Moreover, Rossotrudnichestvo and its foreign offices have long been accused of espionage, provocations, and other scandals, including in the United States, the Czech Republic, Germany, and Ukraine.

In March 2021, Rossotrudnichestvo – a title foreigners struggled with pronouncing – was renamed Russian House. Six months before Russia’s large-scale invasion of Ukraine, twenty new Russian Houses were opened. Currently, Russian Houses operate in almost eighty countries, mostly in downtown areas in capital cities.

They continue spreading regular propaganda related to the Russian-Ukrainian war, informing about their events or third-party actions in support of Russia and directly disseminating Kremlin narratives.

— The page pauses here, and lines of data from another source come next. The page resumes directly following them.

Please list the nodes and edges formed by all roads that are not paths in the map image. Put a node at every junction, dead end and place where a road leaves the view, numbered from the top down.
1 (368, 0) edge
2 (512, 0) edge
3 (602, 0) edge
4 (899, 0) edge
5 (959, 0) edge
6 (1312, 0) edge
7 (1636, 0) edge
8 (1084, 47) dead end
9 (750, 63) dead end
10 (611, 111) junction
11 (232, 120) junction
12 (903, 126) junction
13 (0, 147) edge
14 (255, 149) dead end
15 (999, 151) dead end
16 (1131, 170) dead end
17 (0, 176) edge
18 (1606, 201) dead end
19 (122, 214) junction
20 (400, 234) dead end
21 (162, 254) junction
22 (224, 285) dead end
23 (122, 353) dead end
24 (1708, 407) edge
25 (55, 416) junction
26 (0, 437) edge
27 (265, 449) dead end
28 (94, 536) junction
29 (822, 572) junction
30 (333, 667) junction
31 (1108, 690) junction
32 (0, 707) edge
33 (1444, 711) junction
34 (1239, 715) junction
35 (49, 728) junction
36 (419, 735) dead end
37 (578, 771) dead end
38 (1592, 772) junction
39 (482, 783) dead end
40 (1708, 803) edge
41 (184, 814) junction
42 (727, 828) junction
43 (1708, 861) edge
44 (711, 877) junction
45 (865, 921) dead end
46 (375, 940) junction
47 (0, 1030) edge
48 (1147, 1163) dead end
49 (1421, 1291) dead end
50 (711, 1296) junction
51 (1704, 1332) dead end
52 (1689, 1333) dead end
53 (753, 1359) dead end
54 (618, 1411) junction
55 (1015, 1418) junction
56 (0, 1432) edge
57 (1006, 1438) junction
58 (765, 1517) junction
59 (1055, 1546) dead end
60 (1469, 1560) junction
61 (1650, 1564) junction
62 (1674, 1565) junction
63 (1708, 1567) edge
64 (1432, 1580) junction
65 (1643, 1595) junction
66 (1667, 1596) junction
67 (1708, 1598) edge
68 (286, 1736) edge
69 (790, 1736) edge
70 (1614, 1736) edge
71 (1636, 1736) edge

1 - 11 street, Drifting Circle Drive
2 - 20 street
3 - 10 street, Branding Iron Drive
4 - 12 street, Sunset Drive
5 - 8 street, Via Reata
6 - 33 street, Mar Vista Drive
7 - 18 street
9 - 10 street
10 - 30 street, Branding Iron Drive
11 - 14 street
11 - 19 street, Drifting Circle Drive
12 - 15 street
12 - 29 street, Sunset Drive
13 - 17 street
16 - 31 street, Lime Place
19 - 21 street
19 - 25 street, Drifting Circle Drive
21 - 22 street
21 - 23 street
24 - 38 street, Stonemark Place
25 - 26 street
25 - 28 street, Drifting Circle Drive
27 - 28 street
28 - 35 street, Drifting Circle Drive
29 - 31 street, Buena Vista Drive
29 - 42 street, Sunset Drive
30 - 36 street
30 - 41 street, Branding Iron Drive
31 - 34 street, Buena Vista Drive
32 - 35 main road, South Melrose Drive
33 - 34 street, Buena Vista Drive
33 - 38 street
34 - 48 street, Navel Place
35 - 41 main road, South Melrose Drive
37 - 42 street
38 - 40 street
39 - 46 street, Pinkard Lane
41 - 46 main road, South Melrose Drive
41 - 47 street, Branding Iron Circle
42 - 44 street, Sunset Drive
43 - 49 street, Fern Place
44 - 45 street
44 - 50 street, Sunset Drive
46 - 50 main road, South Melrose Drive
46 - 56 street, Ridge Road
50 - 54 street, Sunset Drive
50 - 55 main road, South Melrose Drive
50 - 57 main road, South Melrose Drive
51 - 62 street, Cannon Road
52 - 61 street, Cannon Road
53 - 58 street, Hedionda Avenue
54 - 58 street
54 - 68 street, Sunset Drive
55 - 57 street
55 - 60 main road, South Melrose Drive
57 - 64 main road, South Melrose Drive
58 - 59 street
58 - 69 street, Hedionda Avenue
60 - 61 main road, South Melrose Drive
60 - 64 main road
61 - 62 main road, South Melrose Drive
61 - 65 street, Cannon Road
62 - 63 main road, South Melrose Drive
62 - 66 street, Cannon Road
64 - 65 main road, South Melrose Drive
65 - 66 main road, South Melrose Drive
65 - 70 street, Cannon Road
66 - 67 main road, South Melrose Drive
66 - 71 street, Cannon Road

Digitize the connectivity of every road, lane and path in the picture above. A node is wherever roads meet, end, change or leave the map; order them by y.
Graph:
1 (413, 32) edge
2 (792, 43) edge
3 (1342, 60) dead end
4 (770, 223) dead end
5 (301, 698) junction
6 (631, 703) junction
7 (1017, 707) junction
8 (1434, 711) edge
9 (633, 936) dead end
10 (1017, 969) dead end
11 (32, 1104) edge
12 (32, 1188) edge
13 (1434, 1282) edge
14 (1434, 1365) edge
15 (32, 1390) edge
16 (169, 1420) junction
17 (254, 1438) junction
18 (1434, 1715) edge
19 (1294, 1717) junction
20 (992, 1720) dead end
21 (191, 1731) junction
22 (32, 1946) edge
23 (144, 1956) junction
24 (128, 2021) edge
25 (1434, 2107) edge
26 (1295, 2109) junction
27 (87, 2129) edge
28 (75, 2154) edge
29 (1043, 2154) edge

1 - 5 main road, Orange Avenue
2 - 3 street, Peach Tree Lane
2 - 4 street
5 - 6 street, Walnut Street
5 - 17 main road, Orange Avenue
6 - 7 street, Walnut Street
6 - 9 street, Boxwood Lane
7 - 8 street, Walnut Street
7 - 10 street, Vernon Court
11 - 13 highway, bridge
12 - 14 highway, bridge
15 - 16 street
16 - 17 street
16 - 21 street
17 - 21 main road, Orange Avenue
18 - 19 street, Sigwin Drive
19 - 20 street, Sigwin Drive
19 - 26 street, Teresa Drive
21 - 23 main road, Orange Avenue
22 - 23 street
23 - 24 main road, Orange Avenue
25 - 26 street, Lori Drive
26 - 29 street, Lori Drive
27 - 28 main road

In early March 2021, a year before the full-scale invasion, the head of Rossotrudnichestvo, Yevgeny Primakov – who is also the grandson of the chief of Russia’s Foreign Intelligence Service – threatened on his Telegram channel to destroy the downtown Kyiv, airfields, railway stations, bridges, and industrial enterprises in Ukraine’s deep rear in case it attempted to de-occupy the Donbas.

The struggle for minds and souls between good and evil continues. Ukraine expects the entire civilised world and reputable international organisations to recognise the Russian Federation as a country that is committing genocide against Ukrainians.

It is important not only to impose sanctions against it, but also to seize the property of Russian propaganda centres.